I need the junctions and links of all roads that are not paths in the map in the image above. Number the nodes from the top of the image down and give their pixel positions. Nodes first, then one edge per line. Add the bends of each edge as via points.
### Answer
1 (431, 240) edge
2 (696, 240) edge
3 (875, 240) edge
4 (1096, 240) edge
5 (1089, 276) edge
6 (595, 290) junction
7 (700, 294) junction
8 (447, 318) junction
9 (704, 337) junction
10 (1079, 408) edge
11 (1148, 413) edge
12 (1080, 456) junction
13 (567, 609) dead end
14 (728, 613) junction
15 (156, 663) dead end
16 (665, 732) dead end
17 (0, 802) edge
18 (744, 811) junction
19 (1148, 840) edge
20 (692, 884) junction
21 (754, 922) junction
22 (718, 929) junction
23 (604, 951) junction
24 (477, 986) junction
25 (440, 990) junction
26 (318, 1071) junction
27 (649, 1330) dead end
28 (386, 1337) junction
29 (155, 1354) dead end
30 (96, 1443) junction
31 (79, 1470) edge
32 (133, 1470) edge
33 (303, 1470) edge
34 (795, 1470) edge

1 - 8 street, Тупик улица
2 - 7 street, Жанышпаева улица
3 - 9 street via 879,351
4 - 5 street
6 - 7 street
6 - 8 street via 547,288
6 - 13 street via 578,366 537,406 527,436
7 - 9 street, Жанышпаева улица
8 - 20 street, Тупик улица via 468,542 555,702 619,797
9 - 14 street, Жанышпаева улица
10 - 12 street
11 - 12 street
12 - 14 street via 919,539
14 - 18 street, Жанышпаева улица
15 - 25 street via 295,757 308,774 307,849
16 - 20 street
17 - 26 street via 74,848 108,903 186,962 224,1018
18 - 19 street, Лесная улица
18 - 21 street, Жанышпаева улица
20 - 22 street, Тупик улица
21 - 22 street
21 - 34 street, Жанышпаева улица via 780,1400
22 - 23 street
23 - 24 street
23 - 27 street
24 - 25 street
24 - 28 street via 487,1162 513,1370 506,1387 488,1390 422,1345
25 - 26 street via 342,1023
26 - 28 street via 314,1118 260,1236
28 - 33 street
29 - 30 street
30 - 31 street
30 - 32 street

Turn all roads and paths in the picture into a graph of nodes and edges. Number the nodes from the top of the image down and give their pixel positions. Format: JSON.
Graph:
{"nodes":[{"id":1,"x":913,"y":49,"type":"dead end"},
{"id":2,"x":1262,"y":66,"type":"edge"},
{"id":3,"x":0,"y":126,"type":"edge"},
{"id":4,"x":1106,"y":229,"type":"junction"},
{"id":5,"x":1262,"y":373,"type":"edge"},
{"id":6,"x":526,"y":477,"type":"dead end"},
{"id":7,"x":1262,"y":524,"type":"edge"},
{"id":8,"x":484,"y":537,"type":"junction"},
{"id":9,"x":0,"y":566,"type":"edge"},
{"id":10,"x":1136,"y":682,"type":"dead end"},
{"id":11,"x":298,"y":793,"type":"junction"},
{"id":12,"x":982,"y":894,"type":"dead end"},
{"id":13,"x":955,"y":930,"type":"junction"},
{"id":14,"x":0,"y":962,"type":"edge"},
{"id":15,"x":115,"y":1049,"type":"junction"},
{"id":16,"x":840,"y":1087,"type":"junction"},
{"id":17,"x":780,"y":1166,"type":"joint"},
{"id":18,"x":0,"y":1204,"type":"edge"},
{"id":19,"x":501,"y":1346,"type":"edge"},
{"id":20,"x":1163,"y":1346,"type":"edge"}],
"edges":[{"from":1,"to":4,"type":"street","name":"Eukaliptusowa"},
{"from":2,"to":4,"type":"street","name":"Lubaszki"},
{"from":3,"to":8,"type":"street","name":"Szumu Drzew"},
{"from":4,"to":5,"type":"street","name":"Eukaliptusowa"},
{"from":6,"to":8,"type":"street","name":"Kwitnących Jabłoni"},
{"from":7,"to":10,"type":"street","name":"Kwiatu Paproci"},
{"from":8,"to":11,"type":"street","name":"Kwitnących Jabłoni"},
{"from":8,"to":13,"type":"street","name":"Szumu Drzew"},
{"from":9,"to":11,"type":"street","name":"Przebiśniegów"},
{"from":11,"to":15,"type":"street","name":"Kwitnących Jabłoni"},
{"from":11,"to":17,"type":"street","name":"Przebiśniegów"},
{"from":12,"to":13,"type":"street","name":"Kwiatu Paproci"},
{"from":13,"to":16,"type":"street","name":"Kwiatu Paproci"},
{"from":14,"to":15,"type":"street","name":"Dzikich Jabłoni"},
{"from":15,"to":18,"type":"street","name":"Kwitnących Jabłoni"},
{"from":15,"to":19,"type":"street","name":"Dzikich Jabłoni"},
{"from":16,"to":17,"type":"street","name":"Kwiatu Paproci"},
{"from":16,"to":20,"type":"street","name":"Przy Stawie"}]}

■ ■ ■ ■ ■

YOUR OBJECTIVE —
Restate the records, all of them, precisely as written.

SOLUTION —
I need the junctions and links of all roads that are not paths in the map in the image above. Number the nodes from the top of the image down and give their pixel positions. Nodes first, then one edge per line. Add the bends of each edge as via points.
### Answer
1 (431, 240) edge
2 (696, 240) edge
3 (875, 240) edge
4 (1096, 240) edge
5 (1089, 276) edge
6 (595, 290) junction
7 (700, 294) junction
8 (447, 318) junction
9 (704, 337) junction
10 (1079, 408) edge
11 (1148, 413) edge
12 (1080, 456) junction
13 (567, 609) dead end
14 (728, 613) junction
15 (156, 663) dead end
16 (665, 732) dead end
17 (0, 802) edge
18 (744, 811) junction
19 (1148, 840) edge
20 (692, 884) junction
21 (754, 922) junction
22 (718, 929) junction
23 (604, 951) junction
24 (477, 986) junction
25 (440, 990) junction
26 (318, 1071) junction
27 (649, 1330) dead end
28 (386, 1337) junction
29 (155, 1354) dead end
30 (96, 1443) junction
31 (79, 1470) edge
32 (133, 1470) edge
33 (303, 1470) edge
34 (795, 1470) edge

1 - 8 street, Тупик улица
2 - 7 street, Жанышпаева улица
3 - 9 street via 879,351
4 - 5 street
6 - 7 street
6 - 8 street via 547,288
6 - 13 street via 578,366 537,406 527,436
7 - 9 street, Жанышпаева улица
8 - 20 street, Тупик улица via 468,542 555,702 619,797
9 - 14 street, Жанышпаева улица
10 - 12 street
11 - 12 street
12 - 14 street via 919,539
14 - 18 street, Жанышпаева улица
15 - 25 street via 295,757 308,774 307,849
16 - 20 street
17 - 26 street via 74,848 108,903 186,962 224,1018
18 - 19 street, Лесная улица
18 - 21 street, Жанышпаева улица
20 - 22 street, Тупик улица
21 - 22 street
21 - 34 street, Жанышпаева улица via 780,1400
22 - 23 street
23 - 24 street
23 - 27 street
24 - 25 street
24 - 28 street via 487,1162 513,1370 506,1387 488,1390 422,1345
25 - 26 street via 342,1023
26 - 28 street via 314,1118 260,1236
28 - 33 street
29 - 30 street
30 - 31 street
30 - 32 street

Turn all roads and paths in the picture into a graph of nodes and edges. Number the nodes from the top of the image down and give their pixel positions. Format: JSON.
Graph:
{"nodes":[{"id":1,"x":913,"y":49,"type":"dead end"},
{"id":2,"x":1262,"y":66,"type":"edge"},
{"id":3,"x":0,"y":126,"type":"edge"},
{"id":4,"x":1106,"y":229,"type":"junction"},
{"id":5,"x":1262,"y":373,"type":"edge"},
{"id":6,"x":526,"y":477,"type":"dead end"},
{"id":7,"x":1262,"y":524,"type":"edge"},
{"id":8,"x":484,"y":537,"type":"junction"},
{"id":9,"x":0,"y":566,"type":"edge"},
{"id":10,"x":1136,"y":682,"type":"dead end"},
{"id":11,"x":298,"y":793,"type":"junction"},
{"id":12,"x":982,"y":894,"type":"dead end"},
{"id":13,"x":955,"y":930,"type":"junction"},
{"id":14,"x":0,"y":962,"type":"edge"},
{"id":15,"x":115,"y":1049,"type":"junction"},
{"id":16,"x":840,"y":1087,"type":"junction"},
{"id":17,"x":780,"y":1166,"type":"joint"},
{"id":18,"x":0,"y":1204,"type":"edge"},
{"id":19,"x":501,"y":1346,"type":"edge"},
{"id":20,"x":1163,"y":1346,"type":"edge"}],
"edges":[{"from":1,"to":4,"type":"street","name":"Eukaliptusowa"},
{"from":2,"to":4,"type":"street","name":"Lubaszki"},
{"from":3,"to":8,"type":"street","name":"Szumu Drzew"},
{"from":4,"to":5,"type":"street","name":"Eukaliptusowa"},
{"from":6,"to":8,"type":"street","name":"Kwitnących Jabłoni"},
{"from":7,"to":10,"type":"street","name":"Kwiatu Paproci"},
{"from":8,"to":11,"type":"street","name":"Kwitnących Jabłoni"},
{"from":8,"to":13,"type":"street","name":"Szumu Drzew"},
{"from":9,"to":11,"type":"street","name":"Przebiśniegów"},
{"from":11,"to":15,"type":"street","name":"Kwitnących Jabłoni"},
{"from":11,"to":17,"type":"street","name":"Przebiśniegów"},
{"from":12,"to":13,"type":"street","name":"Kwiatu Paproci"},
{"from":13,"to":16,"type":"street","name":"Kwiatu Paproci"},
{"from":14,"to":15,"type":"street","name":"Dzikich Jabłoni"},
{"from":15,"to":18,"type":"street","name":"Kwitnących Jabłoni"},
{"from":15,"to":19,"type":"street","name":"Dzikich Jabłoni"},
{"from":16,"to":17,"type":"street","name":"Kwiatu Paproci"},
{"from":16,"to":20,"type":"street","name":"Przy Stawie"}]}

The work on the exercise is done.